Squires: Good morning, Merlin.
Merlin: Repeat!
All: We must
learn our Knightway Code,
And be good knights on and
off the road.
Merlin: Excellent!
Lionel: But we’re all too poor.
Arnold: And we’ve no swords..
Kay: And we ought to be meeting damsels at our age, but we’ve no money.
All: None!
Merlin: Trust me. Now: damsels. So
here’s an easy question for starters: what is a damsel? Mark?
Mark: Er, I don’t know.
Merlin: Tell them, Bryan.
Bryan: A damsel is a maiden, often in distress.
Merlin: Correct. All repeat it.
All: A damsel
is a maiden, often in distress.
Merlin: Good. Now, a traffic problem.
Approaching a road junction, you meet a knight.
What do you do?
Arnold: Chop his head off!
Bryan: No, run him through with your lance!
Merlin: Well done, Bryan. Highway
signs now. What’s this one?
Mark: Beware ugly giant.
Merlin: Good. And this?
Ector: Beware invisible giant.
Merlin: And this? It’s a tricky one.
Kay: Beware
invisible ugly giant!
Merlin: Well done, Kay.
Gareth: Merlin, if
he’s invisible, how do you know he’s ugly?
Merlin: Gareth, who’s the teacher here?
Gareth: You are, Merlin.
Merlin: Of course. Now, you all
remember what a damsel is?
All: A damsel
is a maiden, often in distress.
Merlin: Correct. Three ways of rescuing a damsel from a tower?

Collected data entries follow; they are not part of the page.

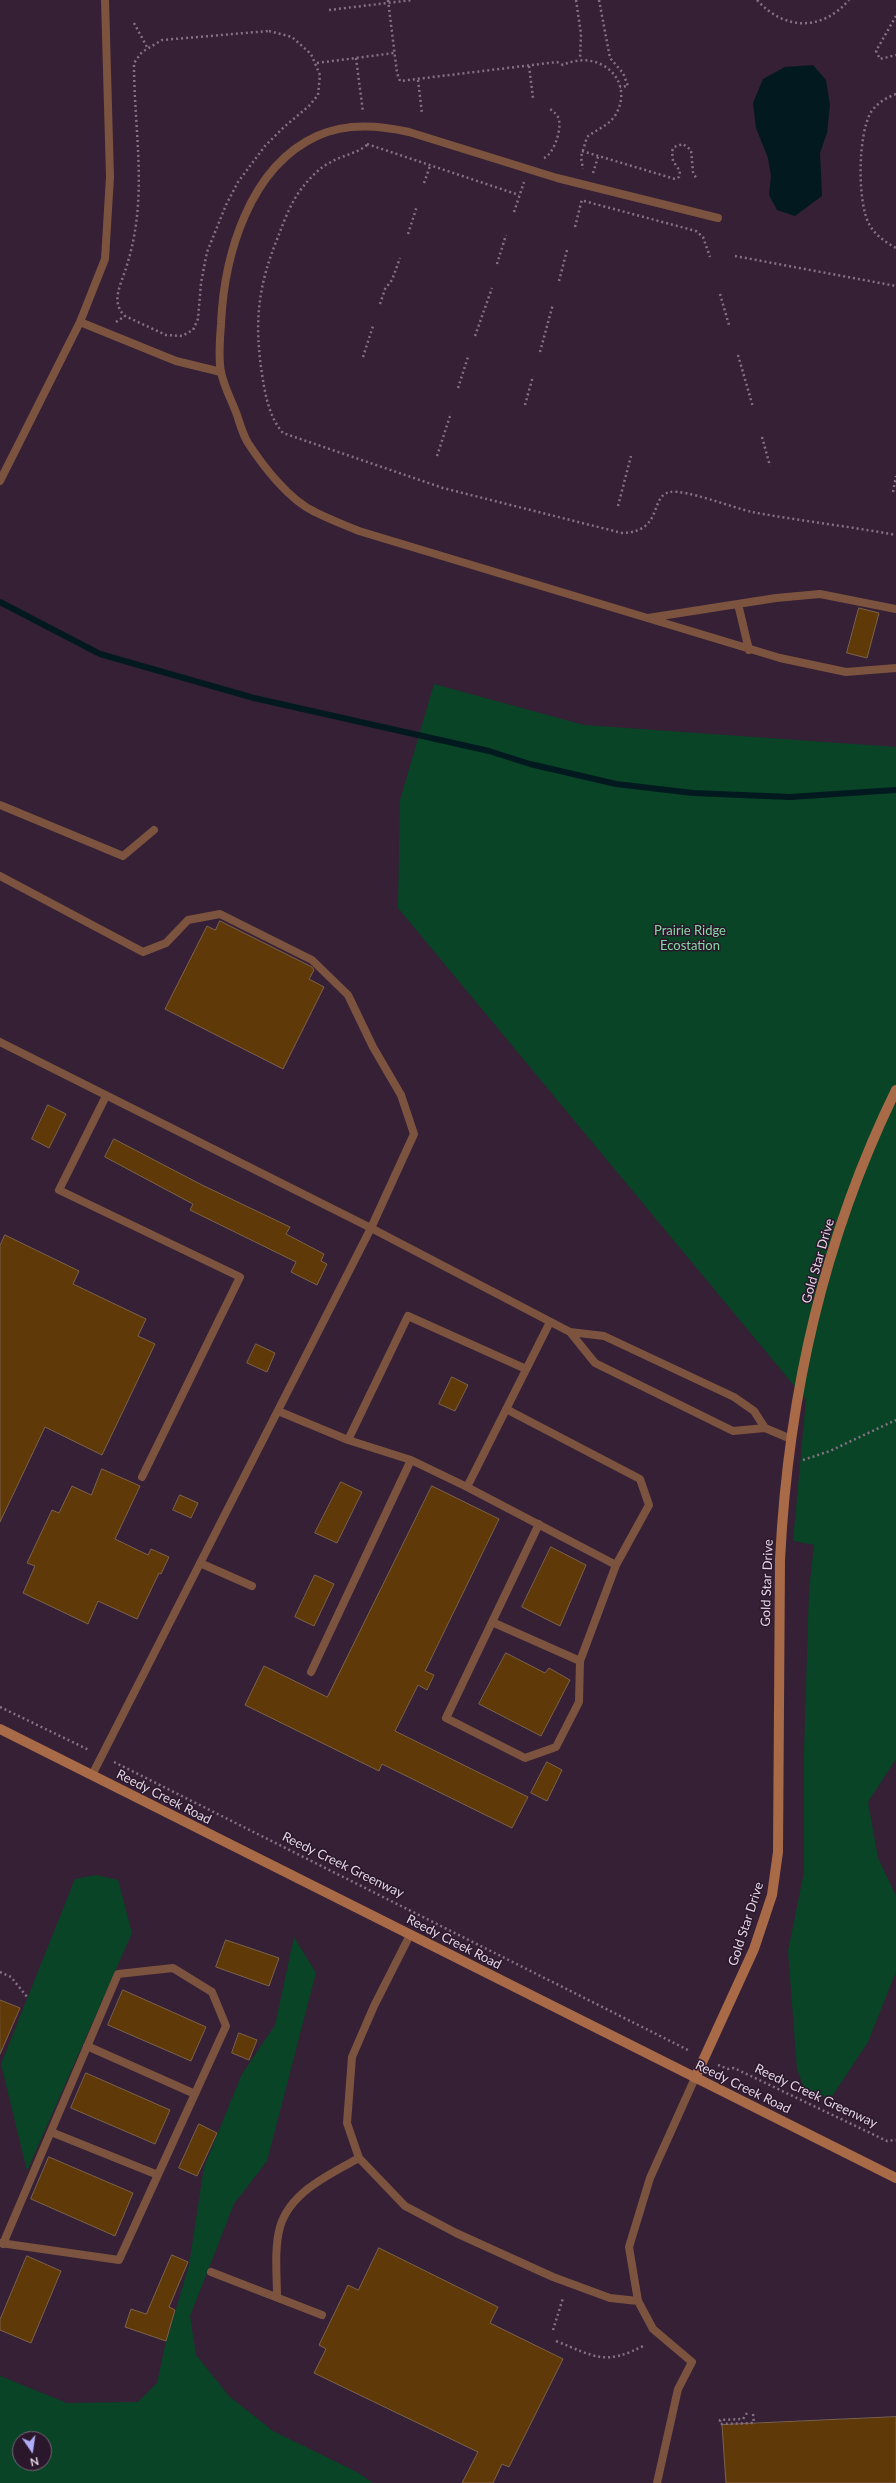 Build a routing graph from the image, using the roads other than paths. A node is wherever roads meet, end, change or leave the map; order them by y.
1 (105, 0) edge
2 (718, 218) dead end
3 (80, 322) junction
4 (221, 372) junction
5 (0, 481) edge
6 (738, 604) junction
7 (896, 609) edge
8 (646, 619) junction
9 (749, 650) junction
10 (896, 668) edge
11 (0, 805) edge
12 (154, 830) dead end
13 (0, 876) edge
14 (0, 1042) edge
15 (896, 1090) edge
16 (106, 1096) junction
17 (371, 1228) junction
18 (550, 1322) junction
19 (570, 1332) junction
20 (526, 1369) junction
21 (506, 1409) junction
22 (278, 1411) junction
23 (766, 1428) junction
24 (790, 1439) junction
25 (348, 1440) junction
26 (411, 1460) junction
27 (142, 1477) dead end
28 (467, 1487) junction
29 (539, 1524) junction
30 (200, 1562) junction
31 (616, 1565) junction
32 (252, 1586) dead end
33 (492, 1622) junction
34 (580, 1661) junction
35 (311, 1672) dead end
36 (0, 1729) edge
37 (92, 1775) junction
38 (410, 1935) junction
39 (87, 2046) junction
40 (695, 2078) junction
41 (195, 2094) junction
42 (51, 2132) junction
43 (359, 2158) junction
44 (158, 2175) junction
45 (896, 2178) edge
46 (2, 2244) edge
47 (211, 2272) dead end
48 (277, 2297) junction
49 (638, 2301) junction
50 (322, 2315) dead end
51 (657, 2483) edge

1 - 3 lane
2 - 4 lane
3 - 4 lane
3 - 5 lane
4 - 8 lane
6 - 7 lane
6 - 8 lane
6 - 9 lane
8 - 9 lane
9 - 10 lane
11 - 12 lane
13 - 17 lane
14 - 16 lane
15 - 24 street, Gold Star Drive
16 - 17 lane
16 - 27 lane
17 - 18 lane
17 - 22 lane
18 - 19 lane
18 - 20 lane
19 - 23 lane
19 - 23 lane
20 - 21 lane
20 - 25 lane
21 - 28 lane
21 - 31 lane
22 - 25 lane
22 - 30 lane
23 - 24 lane
24 - 40 street, Gold Star Drive
25 - 26 lane
26 - 28 lane
26 - 35 lane
28 - 29 lane
29 - 31 lane
29 - 33 lane
30 - 32 lane
30 - 37 lane
31 - 34 lane
33 - 34 lane
33 - 34 lane
36 - 37 street, Reedy Creek Road
37 - 38 street, Reedy Creek Road
38 - 40 street, Reedy Creek Road
38 - 43 lane
39 - 41 lane
39 - 41 lane
39 - 42 lane
40 - 45 street, Reedy Creek Road
40 - 49 lane
41 - 44 lane
42 - 44 lane
42 - 46 lane
43 - 48 lane
43 - 49 lane
44 - 46 lane
47 - 48 lane
48 - 50 lane
49 - 51 lane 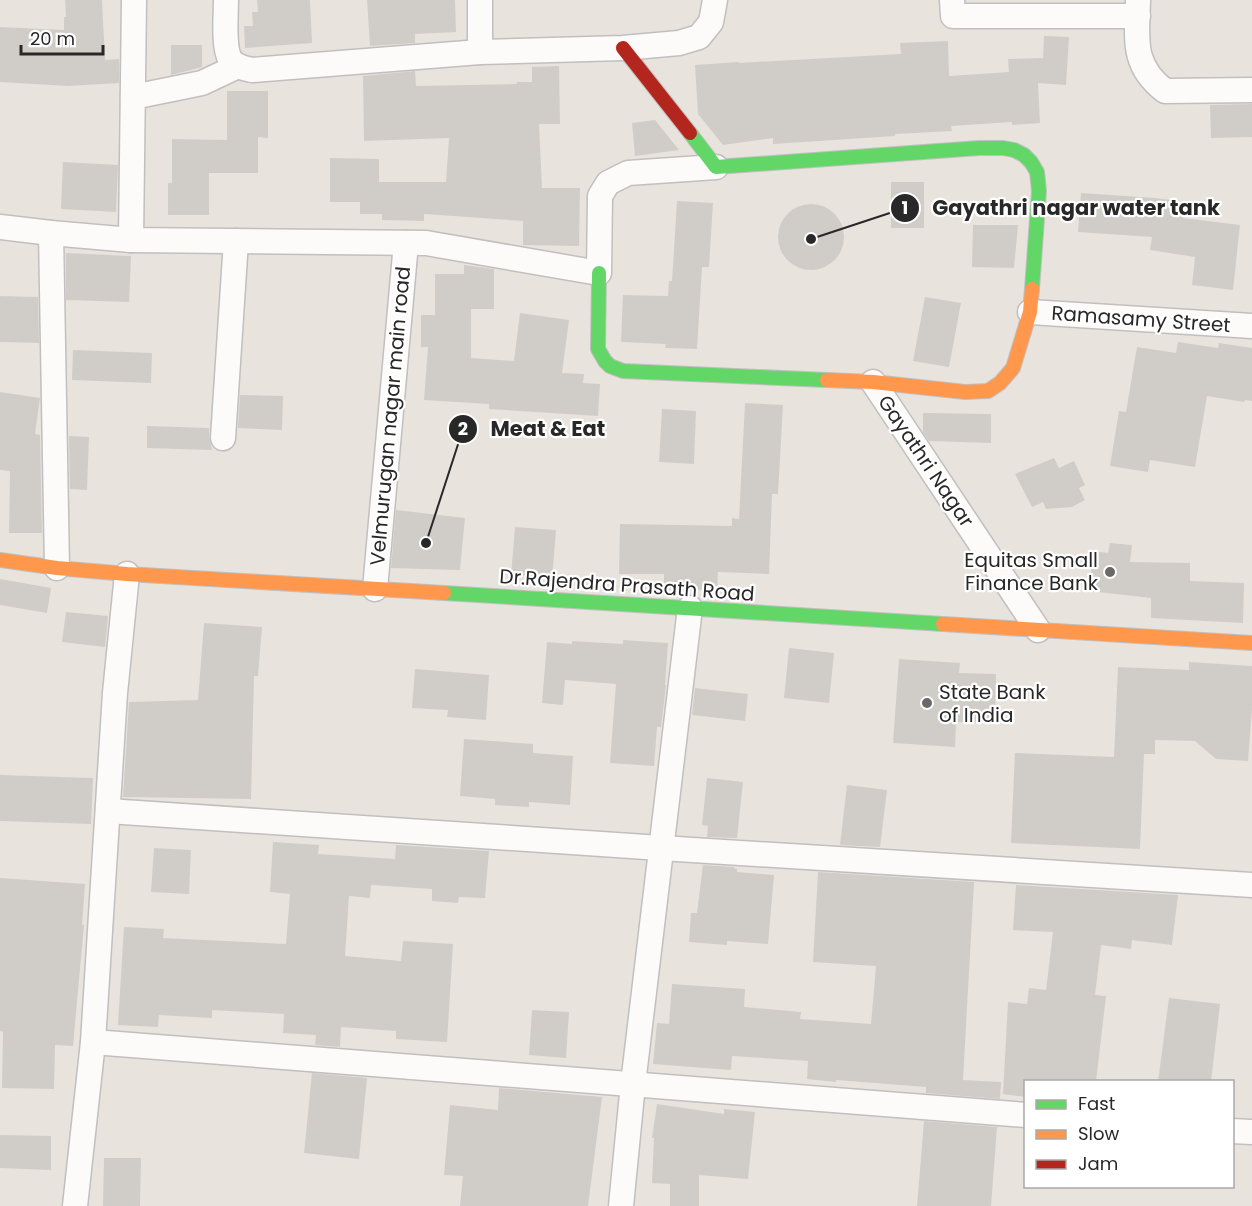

Arnold: Chop her head off!
All: Shut up, Arnold!
Bryan: Use a ladder. Climb up her
hair. Er, fire an arrow with a rope
attached.
Merlin: Splendid. Now, this has been our last lesson together.
All: Oh, no!
Merlin: Oh, yes. I’ve taught you all
I know, so that’s it! End of lesson.
Guinevere: I have
never been so humiliated! What have
those men spent all the money on?
Elaine: Drink. I suppose.
Elizabeth: It certainly hasn’t gone on food.
Ethelreda: Or clothes.
Edith: I wonder where they are? Tristram!
Guinevere: Arthur! We’re back!
Maud: Look: a note. ‘Dear
wives, rescuing damsels. Please clean the castle. Your loving
husbands’.
Guinevere: ‘Loving’. Huh!
Belle: I hate damsels! Remember the
last lot they rescued?
All: We do!
Maud: Skirts up to their knees!
Edith: Lying in bed all day painting their toenails!
Rhoda: And borrowing our clothes!
Elaine: And why should we have to clean the castle just for them?
Rhoda: I say let’s run away and leave them all to stew in their own soup.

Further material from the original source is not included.